▼▼▼

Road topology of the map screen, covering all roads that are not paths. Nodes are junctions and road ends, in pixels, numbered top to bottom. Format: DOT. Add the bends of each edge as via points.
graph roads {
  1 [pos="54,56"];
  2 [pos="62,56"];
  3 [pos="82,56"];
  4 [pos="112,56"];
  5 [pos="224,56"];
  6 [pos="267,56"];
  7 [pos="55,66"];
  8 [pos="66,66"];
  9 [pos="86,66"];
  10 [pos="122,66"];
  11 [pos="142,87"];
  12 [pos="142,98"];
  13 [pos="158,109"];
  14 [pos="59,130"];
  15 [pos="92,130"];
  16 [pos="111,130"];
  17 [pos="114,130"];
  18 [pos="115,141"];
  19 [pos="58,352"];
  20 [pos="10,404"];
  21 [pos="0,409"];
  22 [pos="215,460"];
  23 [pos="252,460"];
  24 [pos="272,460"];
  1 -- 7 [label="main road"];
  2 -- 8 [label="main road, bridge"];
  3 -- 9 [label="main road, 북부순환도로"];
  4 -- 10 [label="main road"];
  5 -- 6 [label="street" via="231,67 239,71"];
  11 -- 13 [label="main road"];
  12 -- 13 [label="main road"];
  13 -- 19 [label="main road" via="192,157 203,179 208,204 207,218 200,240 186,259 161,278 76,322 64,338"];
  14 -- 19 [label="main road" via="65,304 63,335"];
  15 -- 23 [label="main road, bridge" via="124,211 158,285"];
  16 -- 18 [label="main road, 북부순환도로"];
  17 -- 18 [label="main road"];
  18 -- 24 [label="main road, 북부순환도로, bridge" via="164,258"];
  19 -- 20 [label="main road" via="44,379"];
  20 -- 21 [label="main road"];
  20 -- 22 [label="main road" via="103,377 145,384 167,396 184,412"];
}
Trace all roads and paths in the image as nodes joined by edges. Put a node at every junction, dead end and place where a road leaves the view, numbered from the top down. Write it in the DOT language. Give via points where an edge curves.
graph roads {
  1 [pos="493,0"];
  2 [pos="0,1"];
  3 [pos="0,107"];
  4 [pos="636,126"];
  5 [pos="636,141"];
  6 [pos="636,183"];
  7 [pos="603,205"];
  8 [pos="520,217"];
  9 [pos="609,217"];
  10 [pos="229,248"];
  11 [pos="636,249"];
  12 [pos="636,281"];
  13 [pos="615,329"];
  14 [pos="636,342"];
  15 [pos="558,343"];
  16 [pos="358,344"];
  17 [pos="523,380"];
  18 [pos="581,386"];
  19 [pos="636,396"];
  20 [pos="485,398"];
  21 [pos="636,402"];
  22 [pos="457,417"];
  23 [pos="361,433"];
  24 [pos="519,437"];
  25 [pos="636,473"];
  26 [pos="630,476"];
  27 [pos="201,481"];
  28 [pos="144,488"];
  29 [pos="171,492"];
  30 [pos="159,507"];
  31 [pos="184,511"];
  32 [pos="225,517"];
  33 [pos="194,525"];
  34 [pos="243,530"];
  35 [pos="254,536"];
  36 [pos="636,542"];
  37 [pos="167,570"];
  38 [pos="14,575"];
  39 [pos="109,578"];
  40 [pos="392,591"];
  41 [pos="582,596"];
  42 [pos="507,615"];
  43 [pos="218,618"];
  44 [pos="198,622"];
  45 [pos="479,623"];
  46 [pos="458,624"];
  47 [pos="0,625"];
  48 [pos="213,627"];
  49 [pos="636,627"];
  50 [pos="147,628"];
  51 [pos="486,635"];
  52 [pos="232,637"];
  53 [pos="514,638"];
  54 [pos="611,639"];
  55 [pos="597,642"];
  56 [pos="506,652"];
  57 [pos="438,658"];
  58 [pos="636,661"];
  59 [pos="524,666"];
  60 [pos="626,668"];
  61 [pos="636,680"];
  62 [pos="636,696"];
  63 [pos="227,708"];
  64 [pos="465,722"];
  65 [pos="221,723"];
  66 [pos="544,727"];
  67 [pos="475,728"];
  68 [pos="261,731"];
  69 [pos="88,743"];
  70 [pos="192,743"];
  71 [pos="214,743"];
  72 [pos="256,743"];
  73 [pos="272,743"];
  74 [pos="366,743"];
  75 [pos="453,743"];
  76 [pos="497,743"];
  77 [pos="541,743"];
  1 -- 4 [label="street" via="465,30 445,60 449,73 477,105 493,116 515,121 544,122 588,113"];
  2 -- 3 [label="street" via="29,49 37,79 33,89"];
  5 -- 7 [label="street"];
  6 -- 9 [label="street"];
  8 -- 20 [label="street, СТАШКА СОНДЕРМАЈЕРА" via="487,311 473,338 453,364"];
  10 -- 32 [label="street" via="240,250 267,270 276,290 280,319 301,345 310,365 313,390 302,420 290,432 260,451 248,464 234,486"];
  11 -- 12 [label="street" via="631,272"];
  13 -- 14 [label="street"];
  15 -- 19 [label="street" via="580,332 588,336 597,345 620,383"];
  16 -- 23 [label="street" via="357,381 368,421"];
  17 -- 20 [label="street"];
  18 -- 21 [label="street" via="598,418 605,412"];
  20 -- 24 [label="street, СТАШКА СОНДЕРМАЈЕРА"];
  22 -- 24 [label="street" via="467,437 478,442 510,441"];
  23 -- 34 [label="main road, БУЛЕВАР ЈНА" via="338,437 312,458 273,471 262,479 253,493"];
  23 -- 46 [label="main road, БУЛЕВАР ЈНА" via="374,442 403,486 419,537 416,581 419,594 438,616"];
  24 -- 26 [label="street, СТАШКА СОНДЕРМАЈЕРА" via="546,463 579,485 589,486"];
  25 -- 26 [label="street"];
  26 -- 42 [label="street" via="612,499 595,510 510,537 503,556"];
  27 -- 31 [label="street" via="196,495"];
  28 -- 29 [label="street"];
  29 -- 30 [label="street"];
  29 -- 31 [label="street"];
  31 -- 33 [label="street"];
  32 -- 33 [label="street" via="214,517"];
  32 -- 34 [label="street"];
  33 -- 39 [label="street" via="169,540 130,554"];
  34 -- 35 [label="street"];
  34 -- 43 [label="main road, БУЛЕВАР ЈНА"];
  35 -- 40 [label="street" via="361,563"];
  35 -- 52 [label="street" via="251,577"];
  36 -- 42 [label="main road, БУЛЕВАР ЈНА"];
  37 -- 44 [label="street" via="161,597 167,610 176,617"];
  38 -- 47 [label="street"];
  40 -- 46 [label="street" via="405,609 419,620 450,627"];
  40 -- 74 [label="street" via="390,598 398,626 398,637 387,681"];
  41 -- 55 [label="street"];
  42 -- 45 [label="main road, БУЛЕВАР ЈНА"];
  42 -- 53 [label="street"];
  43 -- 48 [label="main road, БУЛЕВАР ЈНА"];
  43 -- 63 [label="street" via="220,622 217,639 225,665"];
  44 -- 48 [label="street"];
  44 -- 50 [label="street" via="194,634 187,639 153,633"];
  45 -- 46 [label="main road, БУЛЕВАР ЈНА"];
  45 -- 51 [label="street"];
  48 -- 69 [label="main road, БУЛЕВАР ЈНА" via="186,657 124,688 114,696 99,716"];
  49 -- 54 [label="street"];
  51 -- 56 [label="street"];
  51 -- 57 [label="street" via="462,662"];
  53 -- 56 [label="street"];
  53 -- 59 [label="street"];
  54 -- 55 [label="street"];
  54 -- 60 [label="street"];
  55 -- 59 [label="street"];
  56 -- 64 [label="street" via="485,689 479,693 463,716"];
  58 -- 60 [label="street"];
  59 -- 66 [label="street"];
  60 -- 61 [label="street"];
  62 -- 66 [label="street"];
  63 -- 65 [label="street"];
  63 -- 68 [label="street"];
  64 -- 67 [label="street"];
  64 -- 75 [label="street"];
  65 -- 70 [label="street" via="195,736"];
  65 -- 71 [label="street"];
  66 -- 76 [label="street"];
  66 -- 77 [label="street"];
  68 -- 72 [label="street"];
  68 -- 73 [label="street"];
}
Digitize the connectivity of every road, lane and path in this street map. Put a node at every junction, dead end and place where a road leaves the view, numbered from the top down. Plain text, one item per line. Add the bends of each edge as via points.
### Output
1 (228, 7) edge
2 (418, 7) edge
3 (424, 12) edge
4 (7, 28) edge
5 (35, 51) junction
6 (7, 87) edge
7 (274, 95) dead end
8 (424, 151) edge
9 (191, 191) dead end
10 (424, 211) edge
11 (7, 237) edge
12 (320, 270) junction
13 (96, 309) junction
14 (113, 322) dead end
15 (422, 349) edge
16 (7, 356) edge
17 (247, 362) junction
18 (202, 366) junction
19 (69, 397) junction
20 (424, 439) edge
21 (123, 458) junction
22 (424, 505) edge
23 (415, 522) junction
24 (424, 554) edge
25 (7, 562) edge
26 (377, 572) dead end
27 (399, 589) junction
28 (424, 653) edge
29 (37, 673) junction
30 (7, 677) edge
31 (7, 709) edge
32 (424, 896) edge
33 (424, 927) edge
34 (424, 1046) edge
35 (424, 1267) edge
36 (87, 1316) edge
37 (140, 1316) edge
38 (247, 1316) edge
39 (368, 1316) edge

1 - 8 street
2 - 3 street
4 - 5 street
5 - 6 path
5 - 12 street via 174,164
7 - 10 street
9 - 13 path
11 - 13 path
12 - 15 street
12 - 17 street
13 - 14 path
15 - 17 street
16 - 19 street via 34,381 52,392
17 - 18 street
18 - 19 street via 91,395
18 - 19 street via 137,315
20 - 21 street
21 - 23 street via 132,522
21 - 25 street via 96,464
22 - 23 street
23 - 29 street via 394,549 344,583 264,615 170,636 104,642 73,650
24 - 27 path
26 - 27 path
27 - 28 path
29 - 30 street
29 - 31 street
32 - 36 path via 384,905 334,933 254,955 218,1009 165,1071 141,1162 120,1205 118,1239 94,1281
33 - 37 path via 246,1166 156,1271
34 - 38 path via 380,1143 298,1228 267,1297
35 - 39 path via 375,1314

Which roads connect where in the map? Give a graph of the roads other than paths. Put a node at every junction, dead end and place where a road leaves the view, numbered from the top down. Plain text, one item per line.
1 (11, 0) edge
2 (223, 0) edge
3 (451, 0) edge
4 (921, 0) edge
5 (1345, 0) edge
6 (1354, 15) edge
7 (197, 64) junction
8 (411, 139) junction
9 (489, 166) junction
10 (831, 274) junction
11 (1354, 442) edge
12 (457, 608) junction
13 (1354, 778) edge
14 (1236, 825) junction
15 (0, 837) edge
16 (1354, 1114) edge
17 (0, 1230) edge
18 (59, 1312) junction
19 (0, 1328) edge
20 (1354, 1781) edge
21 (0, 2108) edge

▲▲▲

To do –
Exactly the lines from the one containing "Which roads connect" to the final line of the data, both included, should be printed, and nothing more.

Answer for the task –
Which roads connect where in the map? Give a graph of the roads other than paths. Put a node at every junction, dead end and place where a road leaves the view, numbered from the top down. Plain text, one item per line.
1 (11, 0) edge
2 (223, 0) edge
3 (451, 0) edge
4 (921, 0) edge
5 (1345, 0) edge
6 (1354, 15) edge
7 (197, 64) junction
8 (411, 139) junction
9 (489, 166) junction
10 (831, 274) junction
11 (1354, 442) edge
12 (457, 608) junction
13 (1354, 778) edge
14 (1236, 825) junction
15 (0, 837) edge
16 (1354, 1114) edge
17 (0, 1230) edge
18 (59, 1312) junction
19 (0, 1328) edge
20 (1354, 1781) edge
21 (0, 2108) edge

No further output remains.